— Problem statement —
Go through the material below, noting each line where the string "Residencial" appears, and give only the total.

— Data provided —
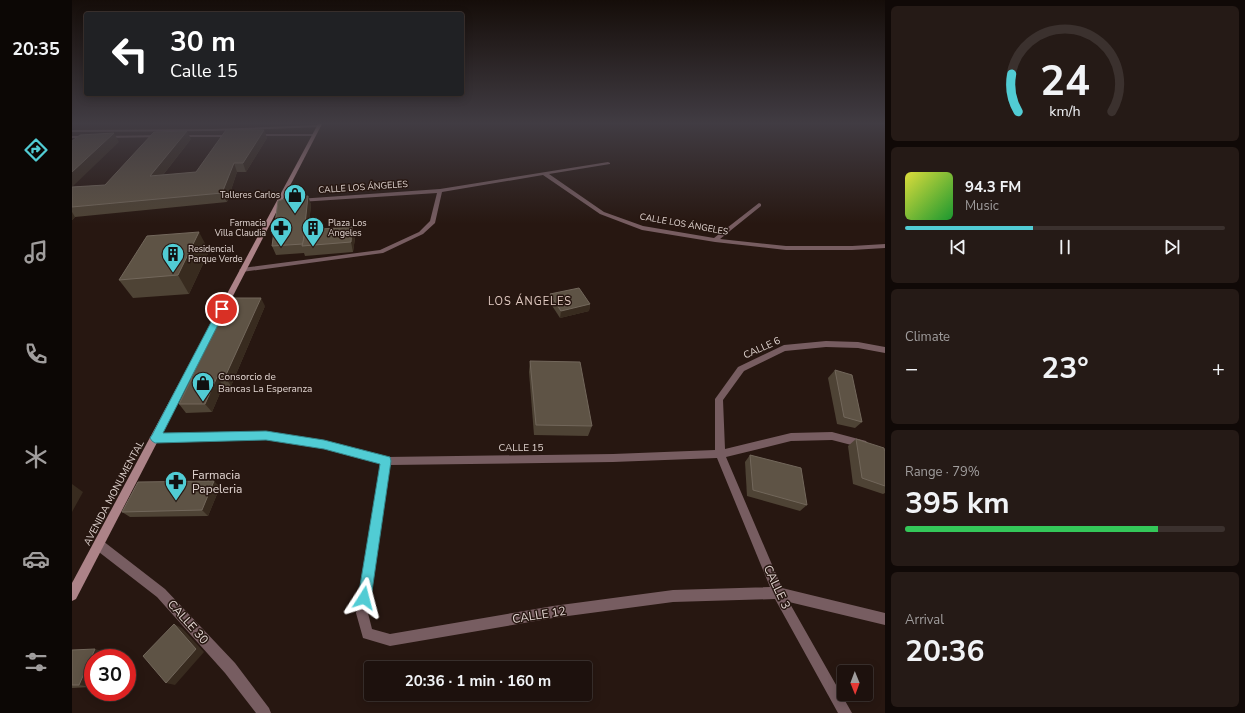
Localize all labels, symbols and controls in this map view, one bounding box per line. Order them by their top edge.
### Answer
text: 30 m [170,23,236,61]
icon: left [104,28,156,80]
text: 20:35 [12,37,60,61]
text: 24 [1040,53,1090,110]
text: Calle 15 [170,59,238,83]
text: km/h [1049,101,1081,120]
icon: directions [22,136,50,164]
street label: CALLE LOS ÁNGELES [318,177,409,196]
text: 94.3 FM [965,177,1021,197]
shop icon: Talleres Carlos [282,182,308,215]
place label: Talleres Carlos [220,189,280,201]
text: Music [965,197,999,215]
street label: CALLE LOS ÁNGELES [639,209,730,238]
pharmacy icon: Farmacia Villa Claudia [268,215,294,248]
building icon: Plaza Los Angeles [300,215,326,248]
place label: Farmacia Villa Claudia [214,217,266,239]
place label: Plaza Los Angeles [328,217,367,239]
icon: previous [947,236,969,258]
icon: pause [1054,236,1076,258]
icon: next [1161,236,1183,258]
icon: music [22,238,50,266]
building icon: Residencial Parque Verde [160,241,186,274]
place label: Residencial Parque Verde [188,243,243,265]
pin [205,292,239,326]
district label: LOS ÁNGELES [488,293,572,309]
icon: arrive [211,298,233,320]
text: Climate [905,328,950,346]
street label: CALLE 6 [741,334,783,362]
icon: phone [22,340,50,368]
text: 23° [1041,348,1089,389]
text: − [905,354,918,384]
text: + [1212,354,1225,384]
shop icon: Consorcio de Bancas La Esperanza [190,370,216,403]
place label: Consorcio de Bancas La Esperanza [218,370,312,396]
street label: AVENIDA MONUMENTAL [80,437,148,548]
street label: CALLE 15 [498,441,544,455]
icon: climate [22,443,50,471]
text: Range · 79% [905,463,980,481]
place label: Farmacia Papeleria [192,467,242,497]
pharmacy icon: Farmacia Papeleria [163,469,189,502]
text: 395 km [905,483,1010,524]
icon: car [22,545,50,573]
street label: CALLE 3 [760,562,794,612]
position arrow [343,577,385,619]
street label: CALLE 30 [164,597,212,647]
street label: CALLE 12 [511,603,567,627]
text: Arrival [905,611,944,629]
text: 20:36 [905,631,984,672]
icon: filters [22,648,50,676]
speed limit sign: 30 [84,649,136,701]
north arrow [837,665,873,701]
map controls [837,665,873,701]
text: 20:36 · 1 min · 160 m [405,671,551,691]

— Final answer —
2